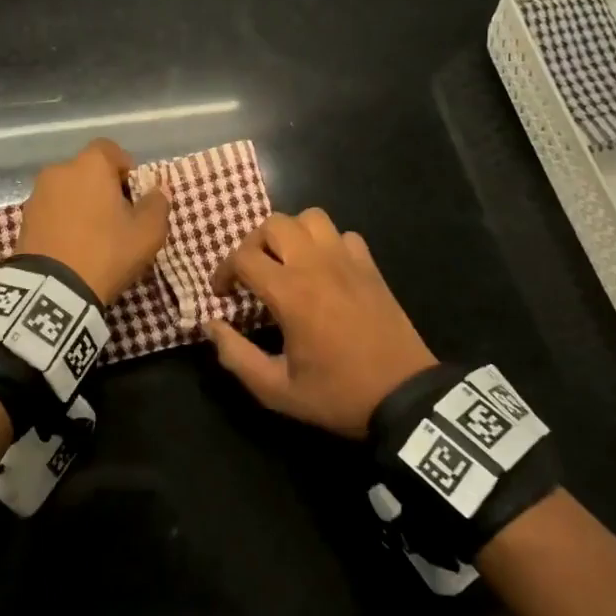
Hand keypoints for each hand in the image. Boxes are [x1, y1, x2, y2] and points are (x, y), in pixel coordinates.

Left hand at [16, 138, 169, 303]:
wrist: (51, 289)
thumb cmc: (106, 251)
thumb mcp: (147, 233)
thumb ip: (157, 205)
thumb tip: (157, 191)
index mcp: (90, 165)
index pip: (110, 150)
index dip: (125, 168)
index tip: (134, 195)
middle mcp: (60, 170)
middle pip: (88, 171)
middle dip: (103, 188)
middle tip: (118, 218)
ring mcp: (37, 194)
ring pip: (68, 191)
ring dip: (82, 204)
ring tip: (94, 235)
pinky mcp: (24, 219)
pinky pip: (52, 210)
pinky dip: (64, 220)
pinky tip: (73, 245)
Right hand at [204, 208, 436, 438]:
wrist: (405, 397)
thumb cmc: (338, 394)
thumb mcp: (276, 390)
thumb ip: (236, 356)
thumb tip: (210, 326)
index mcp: (291, 293)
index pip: (244, 257)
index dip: (224, 271)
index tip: (223, 294)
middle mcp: (317, 265)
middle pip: (275, 224)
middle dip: (253, 244)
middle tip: (251, 273)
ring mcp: (348, 261)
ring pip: (311, 218)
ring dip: (291, 234)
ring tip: (286, 262)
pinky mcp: (371, 267)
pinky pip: (343, 235)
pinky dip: (327, 243)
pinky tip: (324, 270)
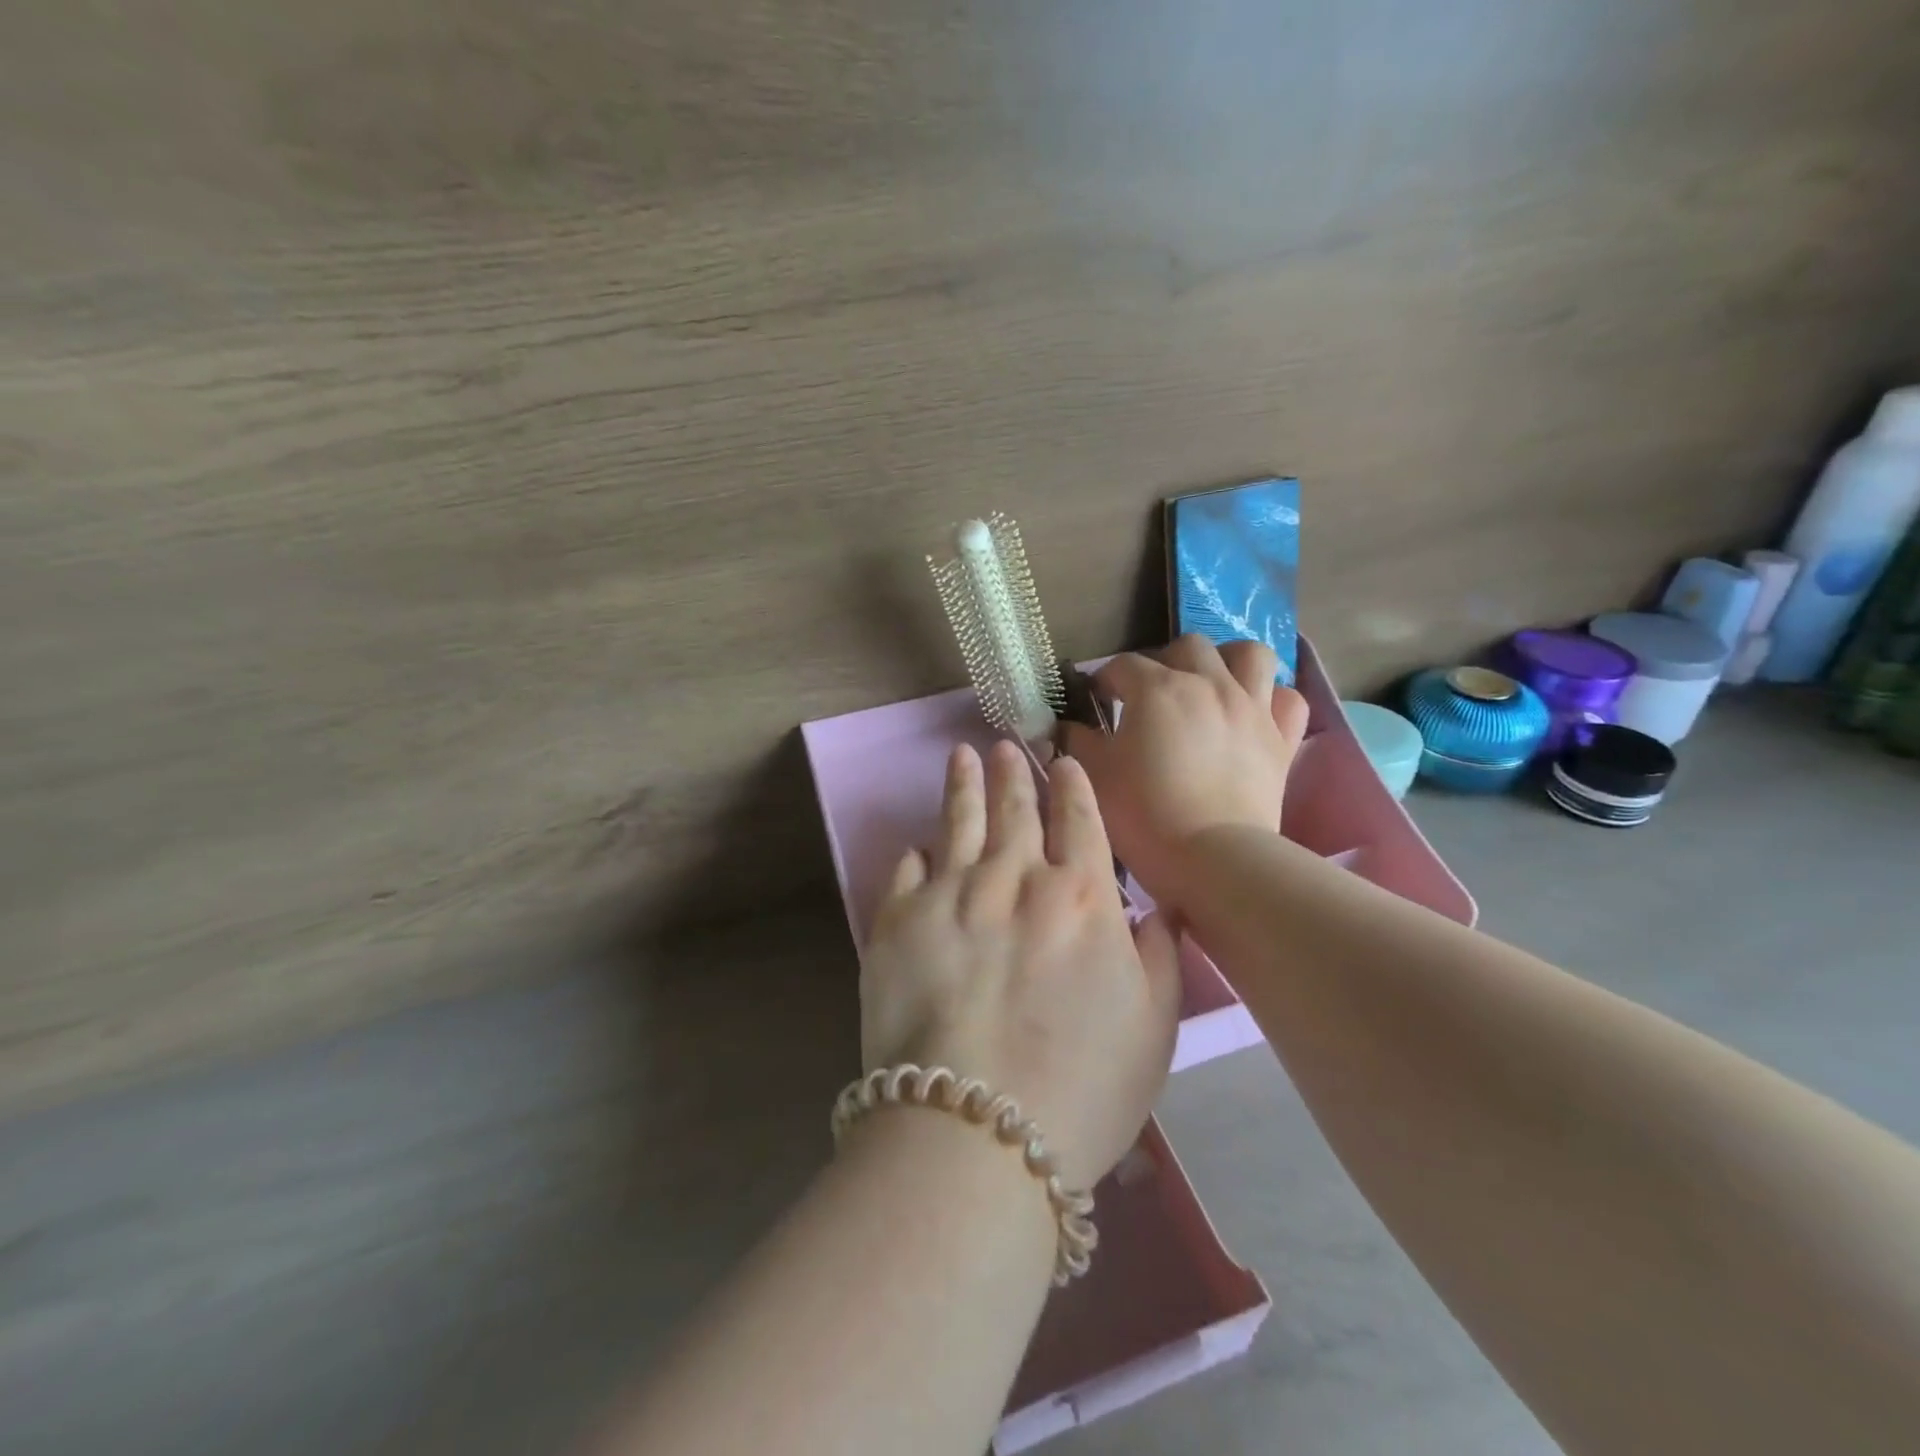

- _WORK REQUEST_:
Copy each line of the records containing the string "hand".

- _RESPONSE AREA_:
Hand keypoints for each hand in the image. Boxes are [x1, y1, x2, y2] and points are (x, y), in pixel coordinates.
Left hand at [16, 138, 169, 303]:
Right hand at [204, 208, 436, 438]:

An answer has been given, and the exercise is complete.